*** Supplied data Section Begins ***

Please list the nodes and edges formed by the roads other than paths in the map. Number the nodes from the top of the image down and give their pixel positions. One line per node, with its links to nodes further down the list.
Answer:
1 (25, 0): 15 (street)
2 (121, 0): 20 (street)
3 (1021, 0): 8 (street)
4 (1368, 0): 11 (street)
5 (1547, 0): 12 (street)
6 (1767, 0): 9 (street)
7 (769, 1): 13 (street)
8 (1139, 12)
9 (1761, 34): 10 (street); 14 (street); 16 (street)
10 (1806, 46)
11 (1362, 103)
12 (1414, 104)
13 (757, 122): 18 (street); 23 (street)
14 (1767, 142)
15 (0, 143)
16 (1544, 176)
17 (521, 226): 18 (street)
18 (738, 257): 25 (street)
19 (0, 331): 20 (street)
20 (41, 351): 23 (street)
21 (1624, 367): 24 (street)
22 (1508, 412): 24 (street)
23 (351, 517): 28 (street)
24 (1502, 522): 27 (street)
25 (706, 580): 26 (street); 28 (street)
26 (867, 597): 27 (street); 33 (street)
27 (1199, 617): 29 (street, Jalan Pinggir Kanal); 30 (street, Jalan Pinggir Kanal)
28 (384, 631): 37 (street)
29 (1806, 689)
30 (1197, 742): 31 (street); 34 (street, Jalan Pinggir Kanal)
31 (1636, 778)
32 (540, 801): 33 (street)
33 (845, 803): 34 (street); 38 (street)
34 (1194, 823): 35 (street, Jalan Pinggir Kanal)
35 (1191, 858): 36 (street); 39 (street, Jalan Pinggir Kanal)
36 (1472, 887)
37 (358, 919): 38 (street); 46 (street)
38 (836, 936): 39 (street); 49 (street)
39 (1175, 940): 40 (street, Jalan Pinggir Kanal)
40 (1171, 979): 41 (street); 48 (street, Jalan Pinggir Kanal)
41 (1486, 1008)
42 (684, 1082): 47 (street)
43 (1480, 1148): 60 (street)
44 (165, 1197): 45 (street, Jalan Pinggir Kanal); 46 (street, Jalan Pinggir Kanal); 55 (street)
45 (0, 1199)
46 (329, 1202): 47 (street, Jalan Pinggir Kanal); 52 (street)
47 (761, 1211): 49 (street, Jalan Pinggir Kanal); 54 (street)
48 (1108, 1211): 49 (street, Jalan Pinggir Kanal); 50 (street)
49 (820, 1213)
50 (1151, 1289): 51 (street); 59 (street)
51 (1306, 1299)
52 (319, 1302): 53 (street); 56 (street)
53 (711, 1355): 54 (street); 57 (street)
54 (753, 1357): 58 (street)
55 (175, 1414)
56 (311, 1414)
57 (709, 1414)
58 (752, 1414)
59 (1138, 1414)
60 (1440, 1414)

*** Supplied data Section Ends ***

Aim of the exercise
Your job is to give the listing again exactly as it was written.

Result of this task
Please list the nodes and edges formed by the roads other than paths in the map. Number the nodes from the top of the image down and give their pixel positions. One line per node, with its links to nodes further down the list.
Answer:
1 (25, 0): 15 (street)
2 (121, 0): 20 (street)
3 (1021, 0): 8 (street)
4 (1368, 0): 11 (street)
5 (1547, 0): 12 (street)
6 (1767, 0): 9 (street)
7 (769, 1): 13 (street)
8 (1139, 12)
9 (1761, 34): 10 (street); 14 (street); 16 (street)
10 (1806, 46)
11 (1362, 103)
12 (1414, 104)
13 (757, 122): 18 (street); 23 (street)
14 (1767, 142)
15 (0, 143)
16 (1544, 176)
17 (521, 226): 18 (street)
18 (738, 257): 25 (street)
19 (0, 331): 20 (street)
20 (41, 351): 23 (street)
21 (1624, 367): 24 (street)
22 (1508, 412): 24 (street)
23 (351, 517): 28 (street)
24 (1502, 522): 27 (street)
25 (706, 580): 26 (street); 28 (street)
26 (867, 597): 27 (street); 33 (street)
27 (1199, 617): 29 (street, Jalan Pinggir Kanal); 30 (street, Jalan Pinggir Kanal)
28 (384, 631): 37 (street)
29 (1806, 689)
30 (1197, 742): 31 (street); 34 (street, Jalan Pinggir Kanal)
31 (1636, 778)
32 (540, 801): 33 (street)
33 (845, 803): 34 (street); 38 (street)
34 (1194, 823): 35 (street, Jalan Pinggir Kanal)
35 (1191, 858): 36 (street); 39 (street, Jalan Pinggir Kanal)
36 (1472, 887)
37 (358, 919): 38 (street); 46 (street)
38 (836, 936): 39 (street); 49 (street)
39 (1175, 940): 40 (street, Jalan Pinggir Kanal)
40 (1171, 979): 41 (street); 48 (street, Jalan Pinggir Kanal)
41 (1486, 1008)
42 (684, 1082): 47 (street)
43 (1480, 1148): 60 (street)
44 (165, 1197): 45 (street, Jalan Pinggir Kanal); 46 (street, Jalan Pinggir Kanal); 55 (street)
45 (0, 1199)
46 (329, 1202): 47 (street, Jalan Pinggir Kanal); 52 (street)
47 (761, 1211): 49 (street, Jalan Pinggir Kanal); 54 (street)
48 (1108, 1211): 49 (street, Jalan Pinggir Kanal); 50 (street)
49 (820, 1213)
50 (1151, 1289): 51 (street); 59 (street)
51 (1306, 1299)
52 (319, 1302): 53 (street); 56 (street)
53 (711, 1355): 54 (street); 57 (street)
54 (753, 1357): 58 (street)
55 (175, 1414)
56 (311, 1414)
57 (709, 1414)
58 (752, 1414)
59 (1138, 1414)
60 (1440, 1414)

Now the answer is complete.